The Moment I Had Been Waiting For
It was Thursday night, our last night together for our last night in South Dakota. As usual Amy (Trip Leader) asked us to describe our whole mission trip experience in 1 word. My word was “emotional.” To understand why I used this word, let me start from Day 1.
For many teenagers, Mondays are the worst day of the week, so you can imagine at the end of Monday how tired we were. That same night Amy popped up a question that stuck with me the rest of the week: “What are you learning about yourself on this trip?” Showing how tired everyone was, the room was dead silent when the question was asked. The question was brushed off, and we went on with other conversation about our day.

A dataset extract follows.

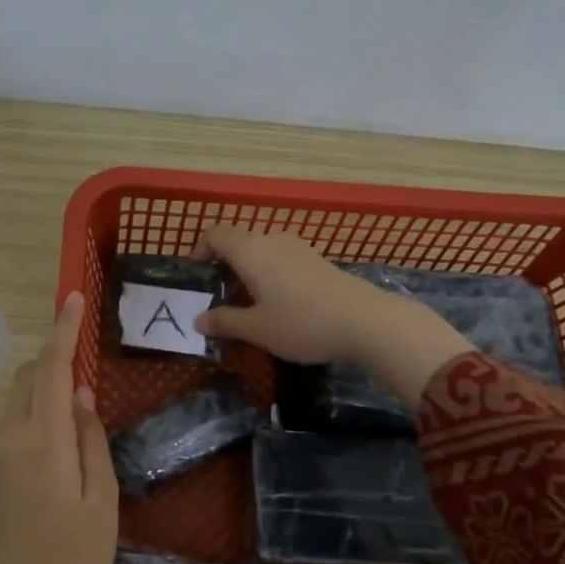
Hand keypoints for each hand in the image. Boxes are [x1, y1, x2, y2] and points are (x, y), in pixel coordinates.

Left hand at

Tuesday night rolled around and Amy asked the same question, “What are you learning about yourself on this trip?” It was only 2 days into our trip and we were already supposed to know what we learned about ourselves? But I guess 2 days was enough for some people, because the question was answered by several. I became really frustrated because I couldn’t answer a simple question about myself.
Wednesday night came and Amy once again asked us the same question, which I still hadn’t answered. The next morning during devotion time I finished earlier than usual, so with the extra time went back through my devotion book to reread some scripture. As I was going back through the devotions, I stopped on Wednesday’s. The theme for Wednesday was to “Let go like Jesus.”
It was this moment that I had been waiting for the whole mission trip.
My Grandma passed away last year in October. The one person I told everything to was gone, and it left a gap in my heart. In our devotion from Wednesday there was a little space where we could write what was separating us from God. I wrote “death” in that space. And in the same instant I was rereading over my devotion from the past day I finally learned something about myself: I still had not forgiven God for taking away the most important person in my life.
But I decided to Let Go of the past and be thankful instead for everything God has given me. I should be thankful that I got to spend the time I had with her, because some people don’t know their grandparents. I should be thankful that I had her 14 years of guidance and love because without it I wouldn’t be the person I am today.
By Kim, a student on a YouthWorks trip to Martin, SD in June 2014.